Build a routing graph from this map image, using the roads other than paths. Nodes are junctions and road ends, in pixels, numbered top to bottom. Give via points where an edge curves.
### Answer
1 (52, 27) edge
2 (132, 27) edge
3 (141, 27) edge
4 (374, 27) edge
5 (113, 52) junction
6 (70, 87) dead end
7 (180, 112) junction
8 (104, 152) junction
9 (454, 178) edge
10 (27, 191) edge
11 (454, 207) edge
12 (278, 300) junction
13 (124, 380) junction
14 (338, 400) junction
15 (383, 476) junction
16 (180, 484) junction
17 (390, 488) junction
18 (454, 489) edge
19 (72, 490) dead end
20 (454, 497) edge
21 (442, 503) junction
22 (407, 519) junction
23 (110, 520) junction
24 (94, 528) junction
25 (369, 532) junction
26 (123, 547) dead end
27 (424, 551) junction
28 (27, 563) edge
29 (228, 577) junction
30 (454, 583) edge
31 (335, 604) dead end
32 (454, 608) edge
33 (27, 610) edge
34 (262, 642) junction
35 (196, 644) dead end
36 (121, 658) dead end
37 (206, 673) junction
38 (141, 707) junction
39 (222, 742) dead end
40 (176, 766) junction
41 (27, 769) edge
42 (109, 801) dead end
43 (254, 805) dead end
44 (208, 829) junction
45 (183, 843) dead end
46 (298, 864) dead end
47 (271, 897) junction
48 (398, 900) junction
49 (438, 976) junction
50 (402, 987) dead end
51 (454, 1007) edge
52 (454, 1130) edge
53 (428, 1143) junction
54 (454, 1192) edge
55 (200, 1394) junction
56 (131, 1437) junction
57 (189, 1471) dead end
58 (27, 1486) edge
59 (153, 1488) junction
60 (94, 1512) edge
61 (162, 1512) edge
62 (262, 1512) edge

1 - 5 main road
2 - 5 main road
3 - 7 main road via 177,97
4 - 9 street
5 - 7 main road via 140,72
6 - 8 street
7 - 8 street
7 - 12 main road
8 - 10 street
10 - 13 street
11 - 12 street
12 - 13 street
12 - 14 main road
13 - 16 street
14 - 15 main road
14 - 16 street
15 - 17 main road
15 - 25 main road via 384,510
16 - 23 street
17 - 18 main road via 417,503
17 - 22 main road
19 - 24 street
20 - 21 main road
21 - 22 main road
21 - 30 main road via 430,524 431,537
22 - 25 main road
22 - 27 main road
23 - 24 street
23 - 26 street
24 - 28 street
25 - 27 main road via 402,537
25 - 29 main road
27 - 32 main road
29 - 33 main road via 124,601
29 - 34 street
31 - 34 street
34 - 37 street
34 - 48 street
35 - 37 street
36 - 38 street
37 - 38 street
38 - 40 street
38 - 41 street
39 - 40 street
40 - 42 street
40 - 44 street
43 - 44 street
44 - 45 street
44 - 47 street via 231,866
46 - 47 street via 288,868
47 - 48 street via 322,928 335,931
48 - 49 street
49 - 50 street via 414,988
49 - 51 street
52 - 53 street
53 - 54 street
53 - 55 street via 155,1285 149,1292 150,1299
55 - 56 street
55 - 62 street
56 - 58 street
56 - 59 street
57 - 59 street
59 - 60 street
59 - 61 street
...
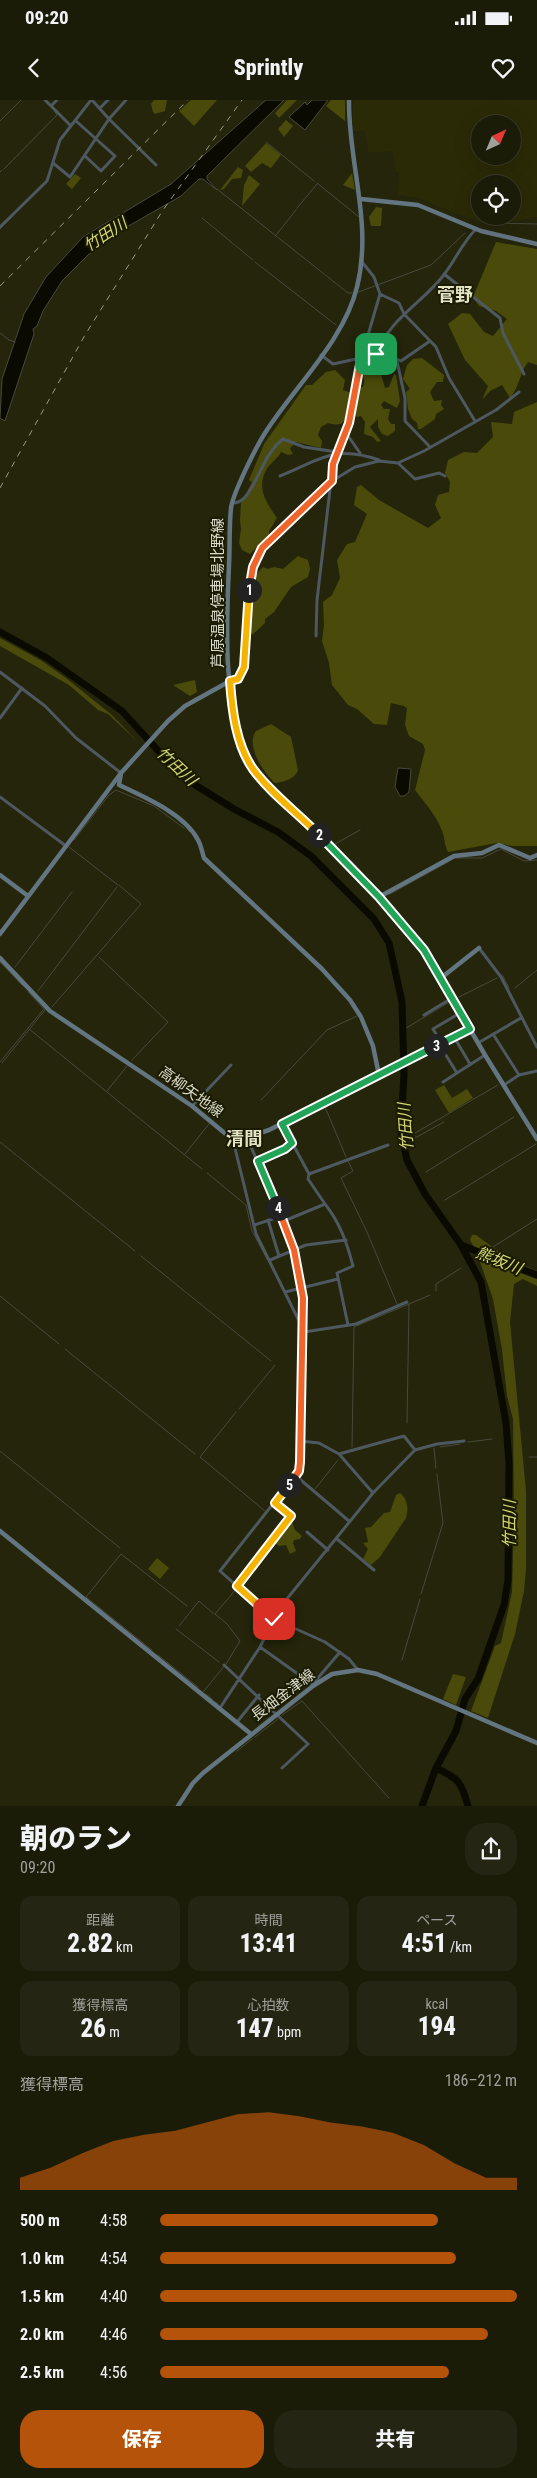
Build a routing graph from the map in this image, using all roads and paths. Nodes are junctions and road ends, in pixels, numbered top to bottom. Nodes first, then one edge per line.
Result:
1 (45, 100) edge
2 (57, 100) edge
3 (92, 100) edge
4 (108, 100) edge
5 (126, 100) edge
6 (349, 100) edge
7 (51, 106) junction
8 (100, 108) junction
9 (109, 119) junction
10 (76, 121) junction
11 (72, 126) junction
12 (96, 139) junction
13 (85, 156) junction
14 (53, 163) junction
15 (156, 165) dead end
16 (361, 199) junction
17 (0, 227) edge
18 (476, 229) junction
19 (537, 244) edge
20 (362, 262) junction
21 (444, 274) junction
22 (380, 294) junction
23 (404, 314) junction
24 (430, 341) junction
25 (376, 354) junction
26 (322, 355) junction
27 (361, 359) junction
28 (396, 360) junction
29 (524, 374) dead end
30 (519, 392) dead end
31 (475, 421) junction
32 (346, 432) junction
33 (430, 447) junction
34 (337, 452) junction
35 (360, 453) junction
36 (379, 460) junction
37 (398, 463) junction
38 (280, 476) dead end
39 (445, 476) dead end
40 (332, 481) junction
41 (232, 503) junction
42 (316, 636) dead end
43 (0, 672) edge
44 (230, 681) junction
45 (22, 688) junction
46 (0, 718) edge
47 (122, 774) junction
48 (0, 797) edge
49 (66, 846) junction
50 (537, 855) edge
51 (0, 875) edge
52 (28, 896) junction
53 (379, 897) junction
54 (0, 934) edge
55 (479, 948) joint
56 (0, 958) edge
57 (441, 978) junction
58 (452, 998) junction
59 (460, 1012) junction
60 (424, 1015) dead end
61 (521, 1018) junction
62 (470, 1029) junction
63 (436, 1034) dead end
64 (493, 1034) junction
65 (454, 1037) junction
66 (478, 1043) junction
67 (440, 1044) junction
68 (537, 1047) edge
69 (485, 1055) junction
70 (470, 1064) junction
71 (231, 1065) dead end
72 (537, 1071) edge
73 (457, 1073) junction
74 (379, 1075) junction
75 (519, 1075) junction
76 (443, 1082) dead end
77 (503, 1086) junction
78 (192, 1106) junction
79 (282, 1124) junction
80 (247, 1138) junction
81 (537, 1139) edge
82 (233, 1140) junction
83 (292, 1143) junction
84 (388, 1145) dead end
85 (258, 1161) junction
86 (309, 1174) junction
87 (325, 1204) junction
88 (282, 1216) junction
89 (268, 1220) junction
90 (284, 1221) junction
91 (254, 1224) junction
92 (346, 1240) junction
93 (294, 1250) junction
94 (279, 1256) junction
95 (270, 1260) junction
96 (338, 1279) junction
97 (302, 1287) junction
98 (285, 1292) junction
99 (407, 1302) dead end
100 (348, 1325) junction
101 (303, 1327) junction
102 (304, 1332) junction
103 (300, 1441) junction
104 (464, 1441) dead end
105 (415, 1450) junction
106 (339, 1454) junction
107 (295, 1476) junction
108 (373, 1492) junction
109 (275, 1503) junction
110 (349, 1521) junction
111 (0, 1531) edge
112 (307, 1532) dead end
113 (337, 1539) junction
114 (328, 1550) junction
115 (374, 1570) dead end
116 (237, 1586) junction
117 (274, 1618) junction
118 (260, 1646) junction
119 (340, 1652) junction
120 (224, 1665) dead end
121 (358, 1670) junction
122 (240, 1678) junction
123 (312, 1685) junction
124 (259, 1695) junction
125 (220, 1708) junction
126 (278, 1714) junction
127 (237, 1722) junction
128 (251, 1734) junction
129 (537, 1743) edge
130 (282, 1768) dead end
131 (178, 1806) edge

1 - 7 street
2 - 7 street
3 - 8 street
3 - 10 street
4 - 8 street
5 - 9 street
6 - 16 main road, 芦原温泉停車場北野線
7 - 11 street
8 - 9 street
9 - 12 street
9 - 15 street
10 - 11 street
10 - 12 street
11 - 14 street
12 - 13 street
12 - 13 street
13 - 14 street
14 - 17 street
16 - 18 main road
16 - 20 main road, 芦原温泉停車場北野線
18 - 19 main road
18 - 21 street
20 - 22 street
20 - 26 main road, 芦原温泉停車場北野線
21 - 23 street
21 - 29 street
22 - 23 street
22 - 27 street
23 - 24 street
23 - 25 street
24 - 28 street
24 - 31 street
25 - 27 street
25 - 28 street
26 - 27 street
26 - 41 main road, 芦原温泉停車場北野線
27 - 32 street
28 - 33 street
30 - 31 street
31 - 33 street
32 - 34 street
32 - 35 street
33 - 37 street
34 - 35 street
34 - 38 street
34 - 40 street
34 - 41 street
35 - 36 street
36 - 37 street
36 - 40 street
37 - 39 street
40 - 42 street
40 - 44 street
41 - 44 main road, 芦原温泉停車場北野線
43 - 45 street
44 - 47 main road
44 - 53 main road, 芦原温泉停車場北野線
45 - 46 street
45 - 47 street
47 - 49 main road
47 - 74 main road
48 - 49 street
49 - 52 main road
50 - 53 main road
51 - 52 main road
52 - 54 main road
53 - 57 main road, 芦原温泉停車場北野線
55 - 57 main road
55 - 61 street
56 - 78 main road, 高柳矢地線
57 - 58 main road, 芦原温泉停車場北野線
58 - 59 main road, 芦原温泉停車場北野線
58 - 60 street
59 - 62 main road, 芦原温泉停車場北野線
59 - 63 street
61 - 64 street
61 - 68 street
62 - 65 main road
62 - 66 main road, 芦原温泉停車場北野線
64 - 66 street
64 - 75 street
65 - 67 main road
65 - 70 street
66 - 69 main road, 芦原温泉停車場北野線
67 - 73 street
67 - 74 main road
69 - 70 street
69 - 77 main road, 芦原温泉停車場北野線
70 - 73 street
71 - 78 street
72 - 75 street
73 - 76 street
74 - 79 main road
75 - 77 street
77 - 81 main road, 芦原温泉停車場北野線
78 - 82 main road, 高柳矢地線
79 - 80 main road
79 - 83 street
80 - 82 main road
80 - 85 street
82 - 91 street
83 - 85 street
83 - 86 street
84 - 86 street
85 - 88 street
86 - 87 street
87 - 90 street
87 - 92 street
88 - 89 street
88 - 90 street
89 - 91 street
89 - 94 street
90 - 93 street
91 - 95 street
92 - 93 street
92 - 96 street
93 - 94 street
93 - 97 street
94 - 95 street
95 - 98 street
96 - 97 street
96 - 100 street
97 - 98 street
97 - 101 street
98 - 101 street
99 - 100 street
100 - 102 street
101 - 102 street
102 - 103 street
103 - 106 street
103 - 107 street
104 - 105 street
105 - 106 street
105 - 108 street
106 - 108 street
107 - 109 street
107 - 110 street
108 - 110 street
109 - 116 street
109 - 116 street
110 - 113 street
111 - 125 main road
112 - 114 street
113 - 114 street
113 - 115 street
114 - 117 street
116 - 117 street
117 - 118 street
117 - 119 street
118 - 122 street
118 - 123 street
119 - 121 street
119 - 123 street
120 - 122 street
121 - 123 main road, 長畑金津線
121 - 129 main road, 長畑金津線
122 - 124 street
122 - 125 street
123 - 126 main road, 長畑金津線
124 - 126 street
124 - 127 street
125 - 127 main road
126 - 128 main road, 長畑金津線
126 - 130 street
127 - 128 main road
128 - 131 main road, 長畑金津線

[Exercise details] Lines with "ends" in the records above: copy every one of them.

[Answer to the exercise]
Build a routing graph from this map image, using the roads other than paths. Nodes are junctions and road ends, in pixels, numbered top to bottom. Give via points where an edge curves.
Build a routing graph from the map in this image, using all roads and paths. Nodes are junctions and road ends, in pixels, numbered top to bottom. Nodes first, then one edge per line.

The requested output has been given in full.